Without You, There Is No Us

IMG_0331I was reading an article from Slate that caught my attention–the writer had recently completed a trip to North Korea where she was teaching English as a Second Language to young men. The class demographic consisted of the wealthiest families in the country. I highly recommend reading the article. In it, she commented on how the men struggled with the idea of writing an essay and having to give support for their claim. Most of them wrote about their Dear Leader. It reminded me of an assignment I had given my own students here in the U.S. where they had to write about someone they admired as a leader. Each of my Chinese students wrote about Chairman Mao in a manner that appeared well-rehearsed.

The article was excepted from her new memoir, and I was desperate to read it. Without You, There Is No Us by Suki Kim is her account of teaching in North Korea from the summer of 2011 until that winter. Kim was born in South Korea and moved to the United States when she was young, but she had traveled to North Korea for earlier trips as a journalist. In this memoir, Kim goes to North Korea to teach as Pyongyang University of Science and Technology with a group of Christian missionaries. While she is there, she has to be self-conscious of what she says in class, send her lesson plans to the counterparts to be approved to use, and pretend to be a practicing Christian (the Christian missionaries weren’t allowed to convert the North Koreans, but they tried to share their faith in subversive ways).

I loved reading this memoir and getting to understand the classroom atmosphere in a North Korean university. Kim’s classes were all males, dressed in their uniforms, always punctual and polite. There are many moments where I grew to like the students, but it was also hard to see how little the young men knew about life outside of their country.
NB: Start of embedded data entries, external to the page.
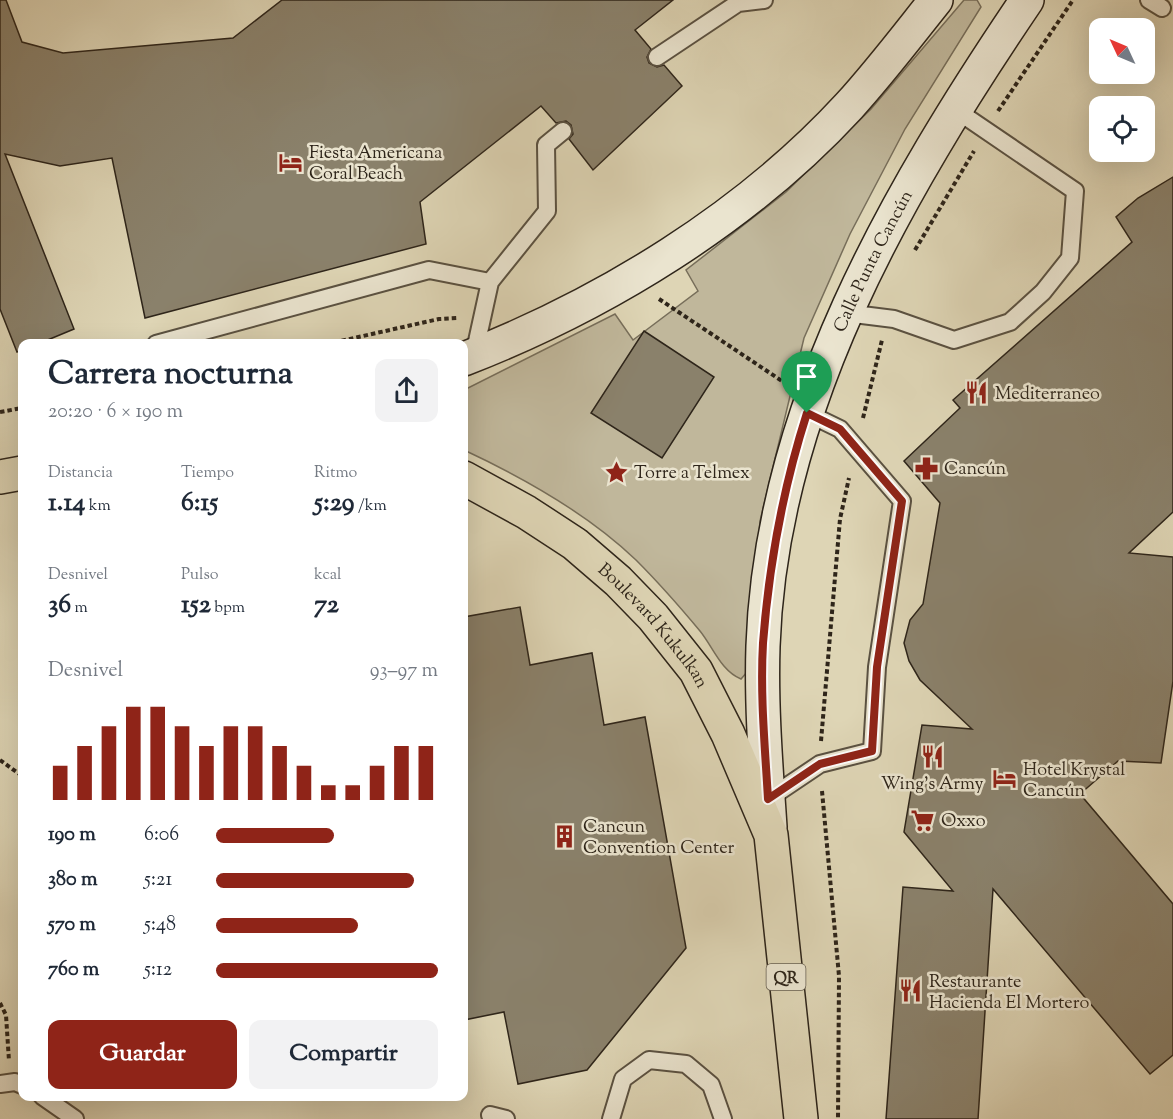 <!DOCTYPE html>
<html lang="es">
<head>
<meta charset="utf-8">
<style>
  :root { --surface:#fff; --page:#f2f2f3; --text:#1f2937; --muted:#747a83; --accent:#8f2418 }
  body { margin:0; font-family:"Sorts Mill Goudy",serif; background:var(--page); color:var(--text); height:100vh; display:flex; flex-direction:column; font-size:22px; white-space:nowrap }
  * { box-sizing:border-box; margin:0 }
  p { font-size:20px; color:var(--muted) }
  .icon { flex:none; width:33px; height:33px; fill:none; stroke:currentColor; stroke-width:2; stroke-linecap:round; stroke-linejoin:round }
  .map { position:relative; flex:1; overflow:hidden }
  .side { position:absolute; left:18px; top:339px; width:450px; height:762px; display:flex; flex-direction:column; background:var(--surface); border-radius:12px; box-shadow:0 6px 24px #0002 }
  .side>* { flex:none }
  .needle { width:39px; rotate:314deg }
  .fabs { position:absolute; left:1089px; top:18px; display:grid; gap:12px }
  .fabs a { display:grid; place-items:center; width:66px; height:66px; border-radius:12px; background:var(--surface); box-shadow:0 6px 24px #0002; font-size:30px }
  .pin { position:absolute; display:grid; place-items:center; width:51px; height:51px; color:#fff; margin:-62px -26px; border-radius:50% 50% 50% 0; rotate:-45deg; box-shadow:0 0 6px #0007 }
  .pin .icon { rotate:45deg }
  .round { display:grid; place-items:center; flex:none; width:63px; height:63px; border-radius:12px; background:var(--page) }
  .overview { display:flex; align-items:center; justify-content:space-between; height:102px; padding:0 30px }
  h1 { font-size:33px; font-weight:700; line-height:45px }
  .stats { display:grid; grid-template-columns:repeat(3,1fr); gap:9px; height:102px; padding:6px 30px }
  .stats div { display:grid; align-content:center }
  .stats b { font-size:26px; font-weight:700 }
  .stats small { font-size:16px; font-weight:400 }
  .stats p { font-size:16px }
  .chart { height:168px; padding:12px 30px }
  .chart p { display:flex; justify-content:space-between }
  .chart svg { width:100%; height:108px; margin-top:6px; stroke:var(--accent); stroke-width:6 }
  .button { display:flex; gap:12px; margin-top:auto; padding:12px 30px }
  .button a { flex:1; height:69px; border-radius:12px; background:var(--accent); color:#fff; font-size:24px; font-weight:700; line-height:69px; text-align:center }
  .button a+a { background:var(--page); color:var(--text) }
  ul { padding:0 30px; list-style:none; font-size:20px }
  li { display:grid; grid-template-columns:96px 72px 1fr; align-items:center; height:45px }
  li i { height:15px; border-radius:8px; background:var(--accent) }
  .map>svg:first-child { display:block }
</style>
</head>
<body>
<div class="map">
<svg width="1173" height="1119" viewBox="0 0 1173 1119">
  <rect width="100%" height="100%" fill="#ded5b5"/>
  <filter id="stains"><feTurbulence type="fractalNoise" baseFrequency=".00333" numOctaves="4"/><feColorMatrix values="0 0 0 0 .2 0 0 0 0 .09 0 0 0 0 .02 0 0 0 .5 -.17"/></filter>
  <radialGradient id="worn" r=".72"><stop offset=".6" stop-color="#630" stop-opacity="0"/><stop offset="1" stop-color="#630" stop-opacity=".3"/></radialGradient>
  <path fill="#c0b79b" stroke="#776e5a" stroke-width="1.5" d="M964,0H977L981,7L905,129L850,234L804,338L760,521L748,671L741,679C721,671 713,647 700,631C680,607 659,583 636,560C588,514 524,478 464,450V390L615,314L633,340L698,291L686,270L786,192L871,109Z"/>
  <g fill="#8a816b" stroke="#2e251a" stroke-width="1.5">
    <path d="M0,0H6L22,42L63,53L233,38L282,0H673L635,30L651,49L647,57L649,63L657,67L664,65L682,86L593,170L569,139L573,134L571,125L566,121L556,123L541,106L420,202L426,244L145,318L112,158L60,166L5,154L74,329L38,344H22V350L17,352L0,309Z"/>
    <path d="M1173,177V512L1129,553L1173,557V681L1161,763L1118,761L1080,794L1173,904V1055L1150,1074L993,889L978,1119H886L903,887L953,891L904,832L922,725L972,729L920,680L909,661L904,643L910,620L923,604L940,503L904,461L960,408L953,400L1132,242L1116,217L1138,198Z"/>
    <path d="M644,331L714,377L662,458L591,413Z"/>
    <path d="M520,607L530,665L592,653L604,725L645,717L686,948L587,1070L518,1084L504,1012L464,1020V617Z"/>
  </g>
  <g fill="none" stroke-linecap="round" stroke-linejoin="round">
    <defs>
      <g id="lane">
        <path d="M1149,0L1162,8"/>
        <path d="M657,57L738,3L764,0"/>
        <path d="M846,313L894,319L954,340L1010,322L1043,292L1070,258L1075,191L956,110"/>
        <path d="M156,344L429,270L490,282"/>
        <path d="M474,355L490,282L547,211L546,145L563,131"/>
        <path d="M768,799L820,764L872,751L877,667L902,501L840,429L807,413"/>
        <path d="M0,1084L15,1082L22,1085"/>
        <path d="M42,1096L75,1119"/>
        <path d="M490,1115L506,1119"/>
        <path d="M611,1119L623,1079L649,1060L686,1064L711,1085L723,1119"/>
      </g>
      <g id="secondary">
        <path d="M464,359C605,304 746,218 849,106C880,72 908,35 936,0"/>
        <path id="s1" d="M770,827C766,767 761,706 763,646C771,408 897,192 1027,0"/>
      </g>
      <g id="primary">
        <path d="M0,477L22,473"/>
        <path id="s2" d="M464,478L526,512L575,544L618,581L653,617L696,671L728,734L771,835L801,1119"/>
      </g>
    </defs>
    <use href="#lane" stroke="#5a5141" stroke-width="20"/>
    <use href="#secondary" stroke="#2e251a" stroke-width="36"/>
    <use href="#primary" stroke="#2e251a" stroke-width="36"/>
    <g stroke="#2e251a" stroke-width="4" stroke-dasharray="4.5 3" stroke-linecap="butt">
      <path d="M998,111L1073,0"/>
      <path d="M915,250L974,151"/>
      <path d="M659,299L785,383"/>
      <path d="M327,344L439,319L458,318"/>
      <path d="M0,412L22,408"/>
      <path d="M863,418L882,340"/>
      <path d="M821,741L840,519L849,478"/>
      <path d="M0,760L22,776"/>
      <path d="M822,791L839,976L838,1119"/>
      <path d="M0,1003L6,1015L9,1061"/>
    </g>
    <use href="#lane" stroke="#eae4cf" stroke-width="16"/>
    <use href="#secondary" stroke="#eae4cf" stroke-width="33"/>
    <use href="#primary" stroke="#ded5b5" stroke-width="33"/>
  </g>
  <g fill="none" stroke-linecap="round" stroke-linejoin="round">
    <defs>
      <path id="route" d="M807,413L840,429L902,501L877,667L872,751L820,764L768,799C765,747 760,695 763,643C769,565 783,488 807,413Z"/>
    </defs>
    <use href="#route" stroke="#fff" stroke-width="12"/>
    <use href="#route" stroke="#8f2418" stroke-width="8"/>
  </g>
  <defs>
    <symbol id="hotel-bare" viewBox="-9 -9 18 18"><path d="M-6-4.5h1.5V1H6V5H4.5V3h-9V5H-6ZM-4 0a1.8 1.8 0 1 1 3.6 0ZM.5 0V-2.5h3Q6-2.5 6 0Z" fill="#8f2418" stroke="#eae4cf" stroke-width="2.5" paint-order="stroke"/></symbol>
    <symbol id="restaurant-bare" viewBox="-9 -9 18 18"><path d="M-5-6h1v4h1v-4h1v4h1v-4h1v5L-1.5 .5V6h-2V.5L-5-1ZM5-6V6H3V1.5H1.5Q1.5-4 5-6Z" fill="#8f2418" stroke="#eae4cf" stroke-width="2.5" paint-order="stroke"/></symbol>
    <symbol id="pharmacy-bare" viewBox="-9 -9 18 18"><path d="M-2-6h4v4h4v4h-4v4h-4v-4h-4v-4h4Z" fill="#8f2418" stroke="#eae4cf" stroke-width="2.5" paint-order="stroke"/></symbol>
    <symbol id="sight-bare" viewBox="-9 -9 18 18"><path d="M0-6L1.8-2.2L6-1.7L2.9 1.2L3.7 5.4L0 3.3L-3.7 5.4L-2.9 1.2L-6-1.7L-1.8-2.2Z" fill="#8f2418" stroke="#eae4cf" stroke-width="2.5" paint-order="stroke"/></symbol>
    <symbol id="supermarket-bare" viewBox="-9 -9 18 18"><path d="M-6-5.5h2.5l.6 2H6L4.5 2H-2.5L-4.4-4H-6ZM-1.5 3.2a1.3 1.3 0 1 0 .1 0ZM3 3.2a1.3 1.3 0 1 0 .1 0Z" fill="#8f2418" stroke="#eae4cf" stroke-width="2.5" paint-order="stroke"/></symbol>
    <symbol id="building-bare" viewBox="-9 -9 18 18"><path d="M-4-6H4V6H1V3H-1V6H-4ZM-2.5-4.3h1.7v1.8h-1.7ZM.8-4.3h1.7v1.8H.8ZM-2.5-1h1.7V.8h-1.7ZM.8-1h1.7V.8H.8Z" fill="#8f2418" stroke="#eae4cf" stroke-width="2.5" paint-order="stroke"/></symbol>
  </defs>
  <g fill-rule="evenodd">
    <use href="#hotel-bare" x="274" y="146" width="33" height="33"/>
    <use href="#restaurant-bare" x="960" y="376" width="33" height="33"/>
    <use href="#pharmacy-bare" x="910" y="452" width="33" height="33"/>
    <use href="#sight-bare" x="600" y="456" width="33" height="33"/>
    <use href="#restaurant-bare" x="916" y="740" width="33" height="33"/>
    <use href="#hotel-bare" x="988" y="762" width="33" height="33"/>
    <use href="#supermarket-bare" x="906" y="804" width="33" height="33"/>
    <use href="#building-bare" x="548" y="820" width="33" height="33"/>
    <use href="#restaurant-bare" x="894" y="974" width="33" height="33"/>
  </g>
  <g text-anchor="middle" stroke-width="5" stroke-linejoin="round" paint-order="stroke">
    <rect fill="#eae4cf" stroke="#665e50" stroke-width="1.5" x="766.5" y="964" width="39" height="26" rx="4.5"/>
    <g font-size="16" font-weight="bold" fill="#2e251a">
      <text x="786" y="983">QR</text>
    </g>
    <g font-size="18" fill="#2e251a" stroke="#eae4cf" text-anchor="start">
      <text x="309" y="158">Fiesta Americana<tspan x="309" dy="21">Coral Beach</tspan></text>
      <text x="995" y="399">Mediterraneo</text>
      <text x="944" y="474">Cancún</text>
      <text x="634" y="478">Torre a Telmex</text>
      <text x="1023" y="775">Hotel Krystal<tspan x="1023" dy="21">Cancún</tspan></text>
      <text x="932" y="789" text-anchor="middle">Wing's Army</text>
      <text x="941" y="826">Oxxo</text>
      <text x="583" y="832">Cancun<tspan x="583" dy="21">Convention Center</tspan></text>
      <text x="929" y="987">Restaurante<tspan x="929" dy="21">Hacienda El Mortero</tspan></text>
    </g>
    <g font-size="18" fill="#2e251a" stroke="#eae4cf">
      <text dy="6" stroke="none"><textPath href="#s1" startOffset="585">Calle Punta Cancún</textPath></text>
      <text dy="6" stroke="none"><textPath href="#s2" startOffset="243">Boulevard Kukulkan</textPath></text>
    </g>
  </g>
  <rect width="100%" height="100%" filter="url(#stains)"/>
  <rect width="100%" height="100%" fill="url(#worn)"/>
</svg>
<div class="fabs">
<a><svg class="needle" viewBox="-14 -14 28 28"><path d="M0-13l5 13h-10z" fill="#e53935"/><path d="M0 13l5-13h-10z" fill="#747a83"/></svg></a>
<a><svg class="icon" aria-label="locate" viewBox="0 0 24 24"><circle cx="12" cy="12" r="6"/><path d="M12 2v4M12 18v4M2 12h4M18 12h4"/></svg></a>
</div>
<div class="pin" style="left:807px;top:413px;background:#1e9e55"><svg class="icon" aria-label="arrive" viewBox="0 0 24 24"><path d="M6 21V4h12l-3 4 3 4H6"/></svg></div>
<section class="side">
<div class="overview"><div><h1>Carrera nocturna</h1><p>20:20 · 6 × 190 m</p></div><a class="round"><svg class="icon" aria-label="share" viewBox="0 0 24 24"><path d="M12 15V3M7 8l5-5 5 5M5 13v7h14v-7"/></svg></a></div>
<div class="stats">
<div><p>Distancia</p><b>1.14<small> km</small></b></div>
<div><p>Tiempo</p><b>6:15</b></div>
<div><p>Ritmo</p><b>5:29<small> /km</small></b></div>
</div>
<div class="stats">
<div><p>Desnivel</p><b>36<small> m</small></b></div>
<div><p>Pulso</p><b>152<small> bpm</small></b></div>
<div><p>kcal</p><b>72</b></div>
</div>
<div class="chart"><p><span>Desnivel</span>93–97 m</p>
<svg viewBox="0 0 160 44" preserveAspectRatio="none"><path d="M5 44V30M15 44V22M25 44V14M35 44V6M45 44V6M55 44V14M65 44V22M75 44V14M85 44V14M95 44V22M105 44V30M115 44V38M125 44V38M135 44V30M145 44V22M155 44V22"/></svg>
</div>
<ul>
<li><b>190 m</b>6:06<i style="width:53%"></i></li>
<li><b>380 m</b>5:21<i style="width:89%"></i></li>
<li><b>570 m</b>5:48<i style="width:64%"></i></li>
<li><b>760 m</b>5:12<i style="width:100%"></i></li>
</ul>
<div class="button"><a>Guardar</a><a>Compartir</a></div>
</section>
</div>
</body>
</html>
They are raised to all believe the same thing, follow the Juche methodology (ideology of self-reliance) created by their first leader, Kim Il-Sung, and hopefully obtain high-ranking positions under the administration of the country when ready. But not all of the students will achieve that and some will disappear. Kim admits that her own lens of the world she lived in for half a year was so limited, and there was very little that the teachers were allowed to do outside of the compound. For me, this memoir provided another small window into a country that has hidden itself under a heavy curtain.